** Opening SOURCE INFORMATION block **

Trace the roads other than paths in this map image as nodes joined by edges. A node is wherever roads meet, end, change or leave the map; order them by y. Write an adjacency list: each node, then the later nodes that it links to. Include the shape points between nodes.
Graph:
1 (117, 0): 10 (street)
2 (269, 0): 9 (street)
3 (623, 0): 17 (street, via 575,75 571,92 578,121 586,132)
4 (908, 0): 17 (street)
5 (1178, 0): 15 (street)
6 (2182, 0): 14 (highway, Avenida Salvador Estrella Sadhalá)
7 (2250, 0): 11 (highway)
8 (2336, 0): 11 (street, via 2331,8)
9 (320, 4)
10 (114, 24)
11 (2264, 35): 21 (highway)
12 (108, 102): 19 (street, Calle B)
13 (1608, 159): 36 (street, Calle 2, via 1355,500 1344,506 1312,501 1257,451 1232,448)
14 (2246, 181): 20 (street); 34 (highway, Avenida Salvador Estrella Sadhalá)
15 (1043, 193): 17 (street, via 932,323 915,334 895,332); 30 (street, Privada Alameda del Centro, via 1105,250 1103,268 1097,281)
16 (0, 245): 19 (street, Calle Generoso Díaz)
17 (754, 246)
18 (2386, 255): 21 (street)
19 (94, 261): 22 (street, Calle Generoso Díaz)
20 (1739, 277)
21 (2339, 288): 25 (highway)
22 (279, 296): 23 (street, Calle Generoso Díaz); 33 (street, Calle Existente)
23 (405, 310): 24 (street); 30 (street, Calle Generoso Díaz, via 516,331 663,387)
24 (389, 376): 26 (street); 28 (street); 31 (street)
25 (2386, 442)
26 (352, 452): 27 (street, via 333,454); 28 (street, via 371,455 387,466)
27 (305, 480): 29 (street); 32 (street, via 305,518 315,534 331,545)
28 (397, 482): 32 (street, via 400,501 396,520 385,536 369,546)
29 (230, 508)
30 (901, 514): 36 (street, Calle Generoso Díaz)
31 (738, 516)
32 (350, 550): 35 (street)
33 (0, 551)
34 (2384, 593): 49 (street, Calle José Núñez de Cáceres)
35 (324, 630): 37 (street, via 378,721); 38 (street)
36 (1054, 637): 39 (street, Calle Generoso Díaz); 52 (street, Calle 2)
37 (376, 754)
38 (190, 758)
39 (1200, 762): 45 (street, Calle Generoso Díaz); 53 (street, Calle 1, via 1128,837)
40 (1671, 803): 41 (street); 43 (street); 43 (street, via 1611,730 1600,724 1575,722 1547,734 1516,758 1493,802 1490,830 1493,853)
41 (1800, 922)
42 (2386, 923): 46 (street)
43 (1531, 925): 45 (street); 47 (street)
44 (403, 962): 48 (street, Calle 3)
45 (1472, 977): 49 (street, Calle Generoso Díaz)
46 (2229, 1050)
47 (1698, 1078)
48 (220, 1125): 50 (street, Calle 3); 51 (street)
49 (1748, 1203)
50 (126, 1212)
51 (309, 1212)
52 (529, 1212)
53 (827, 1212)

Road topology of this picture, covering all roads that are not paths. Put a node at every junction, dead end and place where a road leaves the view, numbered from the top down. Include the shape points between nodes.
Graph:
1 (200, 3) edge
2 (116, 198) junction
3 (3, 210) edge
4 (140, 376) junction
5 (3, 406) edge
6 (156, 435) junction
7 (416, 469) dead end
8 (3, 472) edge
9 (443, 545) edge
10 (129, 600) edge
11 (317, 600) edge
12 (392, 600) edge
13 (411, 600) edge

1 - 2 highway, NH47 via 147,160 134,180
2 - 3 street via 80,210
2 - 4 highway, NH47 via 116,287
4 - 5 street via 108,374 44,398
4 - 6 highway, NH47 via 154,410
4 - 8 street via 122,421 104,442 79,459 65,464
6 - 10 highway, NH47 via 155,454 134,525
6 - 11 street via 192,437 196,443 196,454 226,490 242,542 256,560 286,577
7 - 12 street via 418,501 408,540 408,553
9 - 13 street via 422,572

** Closing SOURCE INFORMATION block **

● GOAL OF THE EXERCISE: Print the records again in their entirety, character for character.

● WRITTEN RESPONSE:
Trace the roads other than paths in this map image as nodes joined by edges. A node is wherever roads meet, end, change or leave the map; order them by y. Write an adjacency list: each node, then the later nodes that it links to. Include the shape points between nodes.
Graph:
1 (117, 0): 10 (street)
2 (269, 0): 9 (street)
3 (623, 0): 17 (street, via 575,75 571,92 578,121 586,132)
4 (908, 0): 17 (street)
5 (1178, 0): 15 (street)
6 (2182, 0): 14 (highway, Avenida Salvador Estrella Sadhalá)
7 (2250, 0): 11 (highway)
8 (2336, 0): 11 (street, via 2331,8)
9 (320, 4)
10 (114, 24)
11 (2264, 35): 21 (highway)
12 (108, 102): 19 (street, Calle B)
13 (1608, 159): 36 (street, Calle 2, via 1355,500 1344,506 1312,501 1257,451 1232,448)
14 (2246, 181): 20 (street); 34 (highway, Avenida Salvador Estrella Sadhalá)
15 (1043, 193): 17 (street, via 932,323 915,334 895,332); 30 (street, Privada Alameda del Centro, via 1105,250 1103,268 1097,281)
16 (0, 245): 19 (street, Calle Generoso Díaz)
17 (754, 246)
18 (2386, 255): 21 (street)
19 (94, 261): 22 (street, Calle Generoso Díaz)
20 (1739, 277)
21 (2339, 288): 25 (highway)
22 (279, 296): 23 (street, Calle Generoso Díaz); 33 (street, Calle Existente)
23 (405, 310): 24 (street); 30 (street, Calle Generoso Díaz, via 516,331 663,387)
24 (389, 376): 26 (street); 28 (street); 31 (street)
25 (2386, 442)
26 (352, 452): 27 (street, via 333,454); 28 (street, via 371,455 387,466)
27 (305, 480): 29 (street); 32 (street, via 305,518 315,534 331,545)
28 (397, 482): 32 (street, via 400,501 396,520 385,536 369,546)
29 (230, 508)
30 (901, 514): 36 (street, Calle Generoso Díaz)
31 (738, 516)
32 (350, 550): 35 (street)
33 (0, 551)
34 (2384, 593): 49 (street, Calle José Núñez de Cáceres)
35 (324, 630): 37 (street, via 378,721); 38 (street)
36 (1054, 637): 39 (street, Calle Generoso Díaz); 52 (street, Calle 2)
37 (376, 754)
38 (190, 758)
39 (1200, 762): 45 (street, Calle Generoso Díaz); 53 (street, Calle 1, via 1128,837)
40 (1671, 803): 41 (street); 43 (street); 43 (street, via 1611,730 1600,724 1575,722 1547,734 1516,758 1493,802 1490,830 1493,853)
41 (1800, 922)
42 (2386, 923): 46 (street)
43 (1531, 925): 45 (street); 47 (street)
44 (403, 962): 48 (street, Calle 3)
45 (1472, 977): 49 (street, Calle Generoso Díaz)
46 (2229, 1050)
47 (1698, 1078)
48 (220, 1125): 50 (street, Calle 3); 51 (street)
49 (1748, 1203)
50 (126, 1212)
51 (309, 1212)
52 (529, 1212)
53 (827, 1212)

Road topology of this picture, covering all roads that are not paths. Put a node at every junction, dead end and place where a road leaves the view, numbered from the top down. Include the shape points between nodes.
Graph:
1 (200, 3) edge
2 (116, 198) junction
3 (3, 210) edge
4 (140, 376) junction
5 (3, 406) edge
6 (156, 435) junction
7 (416, 469) dead end
8 (3, 472) edge
9 (443, 545) edge
10 (129, 600) edge
11 (317, 600) edge
12 (392, 600) edge
13 (411, 600) edge

1 - 2 highway, NH47 via 147,160 134,180
2 - 3 street via 80,210
2 - 4 highway, NH47 via 116,287
4 - 5 street via 108,374 44,398
4 - 6 highway, NH47 via 154,410
4 - 8 street via 122,421 104,442 79,459 65,464
6 - 10 highway, NH47 via 155,454 134,525
6 - 11 street via 192,437 196,443 196,454 226,490 242,542 256,560 286,577
7 - 12 street via 418,501 408,540 408,553
9 - 13 street via 422,572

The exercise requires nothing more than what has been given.